→ Problem to solve
Every record needs to be repeated exactly; its pictures do not.

→ Data section

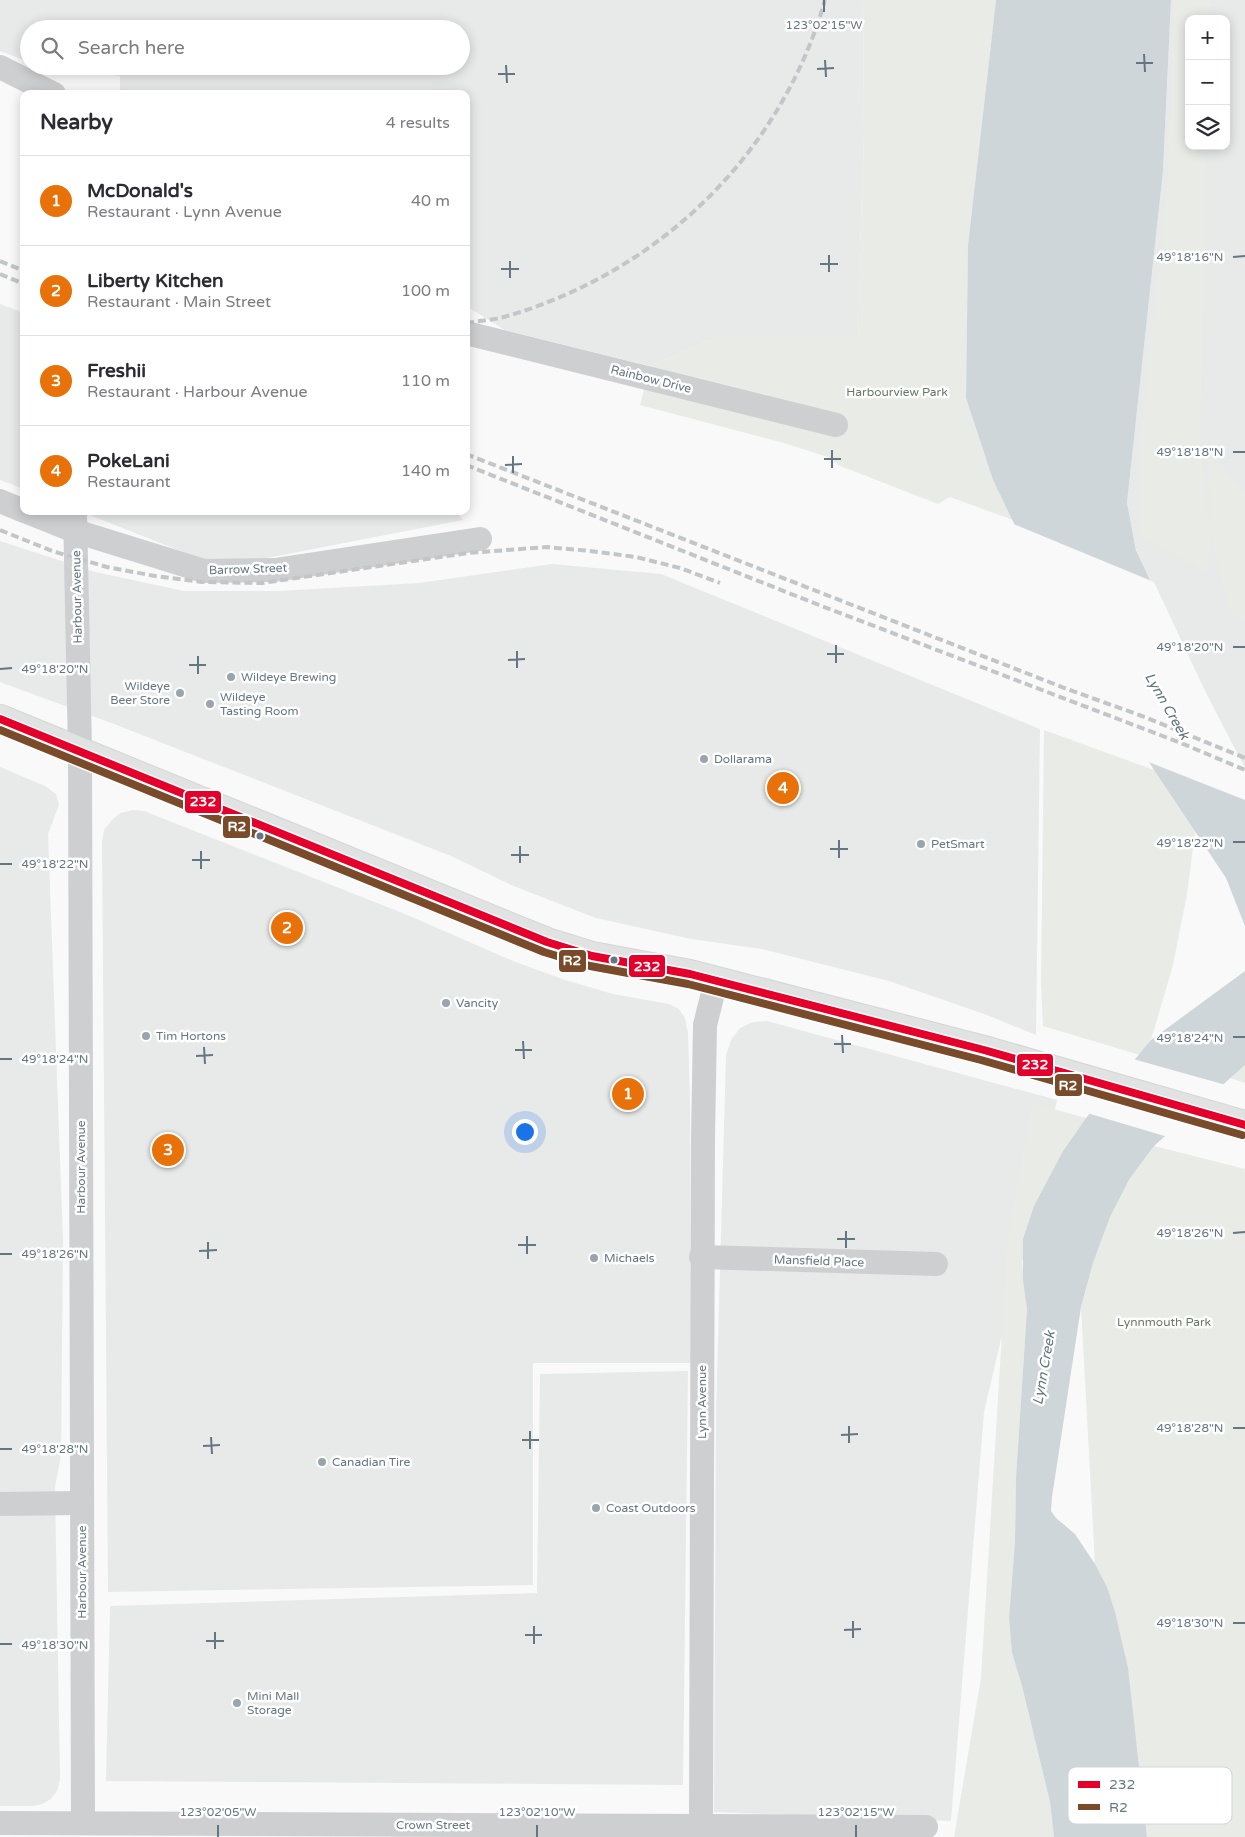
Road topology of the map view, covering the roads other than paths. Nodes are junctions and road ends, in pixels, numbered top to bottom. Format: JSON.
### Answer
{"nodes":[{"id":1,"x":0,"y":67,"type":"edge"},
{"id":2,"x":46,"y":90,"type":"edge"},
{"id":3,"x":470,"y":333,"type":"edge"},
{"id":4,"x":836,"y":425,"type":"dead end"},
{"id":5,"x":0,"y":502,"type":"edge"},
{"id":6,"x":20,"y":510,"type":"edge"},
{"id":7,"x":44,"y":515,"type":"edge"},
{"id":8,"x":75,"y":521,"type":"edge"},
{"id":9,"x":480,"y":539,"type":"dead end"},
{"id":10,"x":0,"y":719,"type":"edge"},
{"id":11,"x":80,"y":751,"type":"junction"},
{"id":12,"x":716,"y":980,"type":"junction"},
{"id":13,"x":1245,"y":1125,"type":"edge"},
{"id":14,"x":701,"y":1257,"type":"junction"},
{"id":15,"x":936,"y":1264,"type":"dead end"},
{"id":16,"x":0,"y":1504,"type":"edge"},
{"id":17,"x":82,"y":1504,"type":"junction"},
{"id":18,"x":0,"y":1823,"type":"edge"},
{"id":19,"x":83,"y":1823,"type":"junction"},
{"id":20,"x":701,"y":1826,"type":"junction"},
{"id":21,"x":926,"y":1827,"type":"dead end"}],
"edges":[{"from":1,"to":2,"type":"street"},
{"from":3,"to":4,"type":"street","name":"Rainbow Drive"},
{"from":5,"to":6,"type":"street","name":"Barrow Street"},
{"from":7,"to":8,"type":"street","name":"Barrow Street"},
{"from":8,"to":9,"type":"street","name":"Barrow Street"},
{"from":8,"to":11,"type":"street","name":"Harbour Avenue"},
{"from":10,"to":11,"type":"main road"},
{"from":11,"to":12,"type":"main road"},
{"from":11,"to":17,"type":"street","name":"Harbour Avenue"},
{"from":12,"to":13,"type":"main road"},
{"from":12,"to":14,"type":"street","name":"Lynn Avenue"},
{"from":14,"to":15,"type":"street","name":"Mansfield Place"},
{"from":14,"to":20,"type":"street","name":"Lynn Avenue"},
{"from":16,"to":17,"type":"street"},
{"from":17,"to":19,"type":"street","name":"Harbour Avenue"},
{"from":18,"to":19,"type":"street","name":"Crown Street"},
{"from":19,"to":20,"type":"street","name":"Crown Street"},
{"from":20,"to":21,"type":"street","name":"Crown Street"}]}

→ Your response
Road topology of the map view, covering the roads other than paths. Nodes are junctions and road ends, in pixels, numbered top to bottom. Format: JSON.
### Answer
{"nodes":[{"id":1,"x":0,"y":67,"type":"edge"},
{"id":2,"x":46,"y":90,"type":"edge"},
{"id":3,"x":470,"y":333,"type":"edge"},
{"id":4,"x":836,"y":425,"type":"dead end"},
{"id":5,"x":0,"y":502,"type":"edge"},
{"id":6,"x":20,"y":510,"type":"edge"},
{"id":7,"x":44,"y":515,"type":"edge"},
{"id":8,"x":75,"y":521,"type":"edge"},
{"id":9,"x":480,"y":539,"type":"dead end"},
{"id":10,"x":0,"y":719,"type":"edge"},
{"id":11,"x":80,"y":751,"type":"junction"},
{"id":12,"x":716,"y":980,"type":"junction"},
{"id":13,"x":1245,"y":1125,"type":"edge"},
{"id":14,"x":701,"y":1257,"type":"junction"},
{"id":15,"x":936,"y":1264,"type":"dead end"},
{"id":16,"x":0,"y":1504,"type":"edge"},
{"id":17,"x":82,"y":1504,"type":"junction"},
{"id":18,"x":0,"y":1823,"type":"edge"},
{"id":19,"x":83,"y":1823,"type":"junction"},
{"id":20,"x":701,"y":1826,"type":"junction"},
{"id":21,"x":926,"y":1827,"type":"dead end"}],
"edges":[{"from":1,"to":2,"type":"street"},
{"from":3,"to":4,"type":"street","name":"Rainbow Drive"},
{"from":5,"to":6,"type":"street","name":"Barrow Street"},
{"from":7,"to":8,"type":"street","name":"Barrow Street"},
{"from":8,"to":9,"type":"street","name":"Barrow Street"},
{"from":8,"to":11,"type":"street","name":"Harbour Avenue"},
{"from":10,"to":11,"type":"main road"},
{"from":11,"to":12,"type":"main road"},
{"from":11,"to":17,"type":"street","name":"Harbour Avenue"},
{"from":12,"to":13,"type":"main road"},
{"from":12,"to":14,"type":"street","name":"Lynn Avenue"},
{"from":14,"to":15,"type":"street","name":"Mansfield Place"},
{"from":14,"to":20,"type":"street","name":"Lynn Avenue"},
{"from":16,"to":17,"type":"street"},
{"from":17,"to":19,"type":"street","name":"Harbour Avenue"},
{"from":18,"to":19,"type":"street","name":"Crown Street"},
{"from":19,"to":20,"type":"street","name":"Crown Street"},
{"from":20,"to":21,"type":"street","name":"Crown Street"}]}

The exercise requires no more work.